• **Exercise aim**
The entire listing below must be written out word for word.

• **Recorded data**
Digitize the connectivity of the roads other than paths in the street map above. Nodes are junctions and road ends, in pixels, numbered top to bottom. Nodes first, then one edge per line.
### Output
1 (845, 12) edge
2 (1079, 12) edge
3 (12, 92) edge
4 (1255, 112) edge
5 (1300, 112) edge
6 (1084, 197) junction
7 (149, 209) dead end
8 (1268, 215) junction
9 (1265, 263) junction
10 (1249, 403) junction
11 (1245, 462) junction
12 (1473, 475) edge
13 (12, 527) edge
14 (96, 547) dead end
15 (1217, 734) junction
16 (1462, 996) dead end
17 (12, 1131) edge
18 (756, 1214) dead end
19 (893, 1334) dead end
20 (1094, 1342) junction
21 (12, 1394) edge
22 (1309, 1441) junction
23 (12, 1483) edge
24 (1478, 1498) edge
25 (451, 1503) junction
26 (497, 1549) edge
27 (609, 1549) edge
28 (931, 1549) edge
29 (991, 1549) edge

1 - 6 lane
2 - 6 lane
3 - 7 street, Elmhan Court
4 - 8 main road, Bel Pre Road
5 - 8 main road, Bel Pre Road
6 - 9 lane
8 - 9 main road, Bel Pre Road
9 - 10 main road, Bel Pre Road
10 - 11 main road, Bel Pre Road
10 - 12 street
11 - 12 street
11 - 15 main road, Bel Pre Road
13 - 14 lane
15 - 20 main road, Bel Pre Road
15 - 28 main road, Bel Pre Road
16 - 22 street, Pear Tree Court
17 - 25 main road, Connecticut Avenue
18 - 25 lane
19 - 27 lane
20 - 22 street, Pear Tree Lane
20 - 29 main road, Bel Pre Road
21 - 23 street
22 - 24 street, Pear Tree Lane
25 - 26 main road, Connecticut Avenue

• **Your solution**
Digitize the connectivity of the roads other than paths in the street map above. Nodes are junctions and road ends, in pixels, numbered top to bottom. Nodes first, then one edge per line.
### Output
1 (845, 12) edge
2 (1079, 12) edge
3 (12, 92) edge
4 (1255, 112) edge
5 (1300, 112) edge
6 (1084, 197) junction
7 (149, 209) dead end
8 (1268, 215) junction
9 (1265, 263) junction
10 (1249, 403) junction
11 (1245, 462) junction
12 (1473, 475) edge
13 (12, 527) edge
14 (96, 547) dead end
15 (1217, 734) junction
16 (1462, 996) dead end
17 (12, 1131) edge
18 (756, 1214) dead end
19 (893, 1334) dead end
20 (1094, 1342) junction
21 (12, 1394) edge
22 (1309, 1441) junction
23 (12, 1483) edge
24 (1478, 1498) edge
25 (451, 1503) junction
26 (497, 1549) edge
27 (609, 1549) edge
28 (931, 1549) edge
29 (991, 1549) edge

1 - 6 lane
2 - 6 lane
3 - 7 street, Elmhan Court
4 - 8 main road, Bel Pre Road
5 - 8 main road, Bel Pre Road
6 - 9 lane
8 - 9 main road, Bel Pre Road
9 - 10 main road, Bel Pre Road
10 - 11 main road, Bel Pre Road
10 - 12 street
11 - 12 street
11 - 15 main road, Bel Pre Road
13 - 14 lane
15 - 20 main road, Bel Pre Road
15 - 28 main road, Bel Pre Road
16 - 22 street, Pear Tree Court
17 - 25 main road, Connecticut Avenue
18 - 25 lane
19 - 27 lane
20 - 22 street, Pear Tree Lane
20 - 29 main road, Bel Pre Road
21 - 23 street
22 - 24 street, Pear Tree Lane
25 - 26 main road, Connecticut Avenue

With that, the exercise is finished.